Collected data
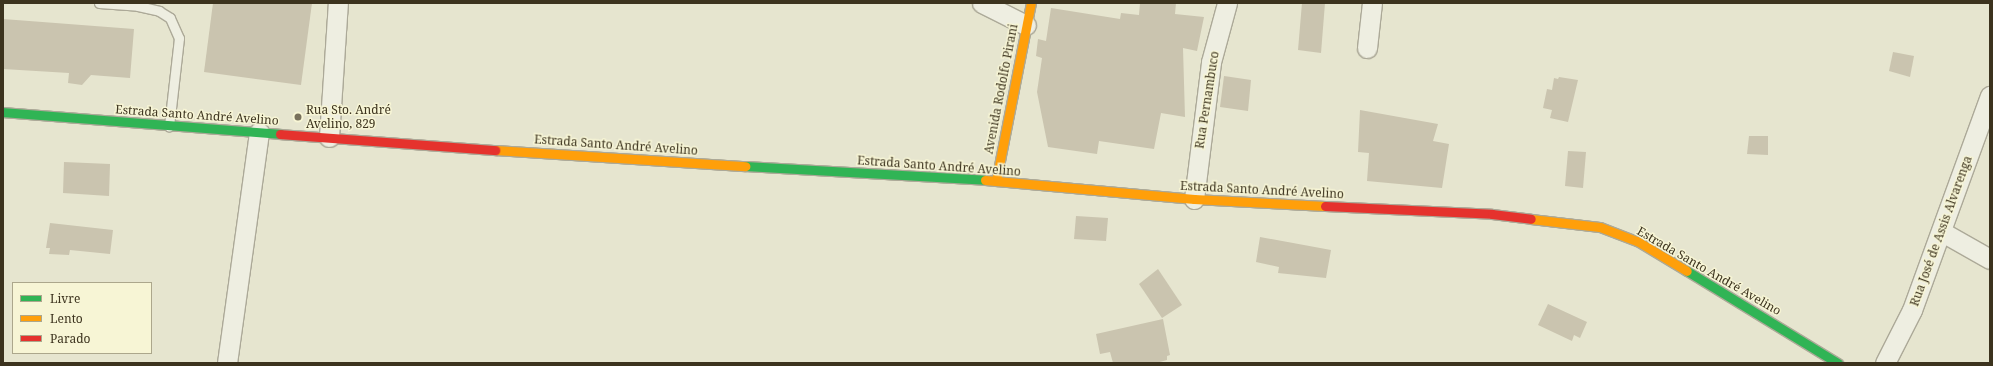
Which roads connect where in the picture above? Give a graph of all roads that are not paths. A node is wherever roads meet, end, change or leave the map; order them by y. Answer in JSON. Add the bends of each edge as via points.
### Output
{"nodes":[{"id":1,"x":99,"y":3,"type":"edge"},
{"id":2,"x":338,"y":3,"type":"edge"},
{"id":3,"x":982,"y":3,"type":"edge"},
{"id":4,"x":1031,"y":3,"type":"edge"},
{"id":5,"x":1226,"y":3,"type":"edge"},
{"id":6,"x":1372,"y":3,"type":"edge"},
{"id":7,"x":1026,"y":25,"type":"junction"},
{"id":8,"x":1367,"y":48,"type":"dead end"},
{"id":9,"x":1990,"y":96,"type":"edge"},
{"id":10,"x":3,"y":112,"type":"edge"},
{"id":11,"x":169,"y":126,"type":"junction"},
{"id":12,"x":259,"y":132,"type":"junction"},
{"id":13,"x":329,"y":137,"type":"junction"},
{"id":14,"x":996,"y":181,"type":"junction"},
{"id":15,"x":1194,"y":199,"type":"junction"},
{"id":16,"x":1942,"y":232,"type":"junction"},
{"id":17,"x":1990,"y":259,"type":"edge"},
{"id":18,"x":227,"y":363,"type":"edge"},
{"id":19,"x":1838,"y":363,"type":"edge"},
{"id":20,"x":1885,"y":363,"type":"edge"}],
"edges":[{"from":1,"to":11,"type":"lane","via":[[138,6],[159,11],[170,18],[178,38]]},
{"from":2,"to":13,"type":"street"},
{"from":3,"to":7,"type":"street"},
{"from":4,"to":7,"type":"main road","name":"Avenida Rodolfo Pirani"},
{"from":5,"to":15,"type":"street","name":"Rua Pernambuco","via":[[1211,62]]},
{"from":6,"to":8,"type":"street"},
{"from":7,"to":14,"type":"main road","name":"Avenida Rodolfo Pirani"},
{"from":9,"to":16,"type":"street","name":"Rua José de Assis Alvarenga"},
{"from":10,"to":11,"type":"main road","name":"Estrada Santo André Avelino"},
{"from":11,"to":12,"type":"main road","name":"Estrada Santo André Avelino"},
{"from":12,"to":13,"type":"main road","name":"Estrada Santo André Avelino"},
{"from":12,"to":18,"type":"street"},
{"from":13,"to":14,"type":"main road","name":"Estrada Santo André Avelino","via":[[567,155]]},
{"from":14,"to":15,"type":"main road","name":"Estrada Santo André Avelino"},
{"from":15,"to":19,"type":"main road","name":"Estrada Santo André Avelino","via":[[1492,214],[1600,227],[1637,241]]},
{"from":16,"to":17,"type":"street"},
{"from":16,"to":20,"type":"street","name":"Rua José de Assis Alvarenga","via":[[1912,310]]}]}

§ EXERCISE
Report how many lines of the preceding records include "Santo". Output the number only.

§ SOLUTION FOR THIS TASK
6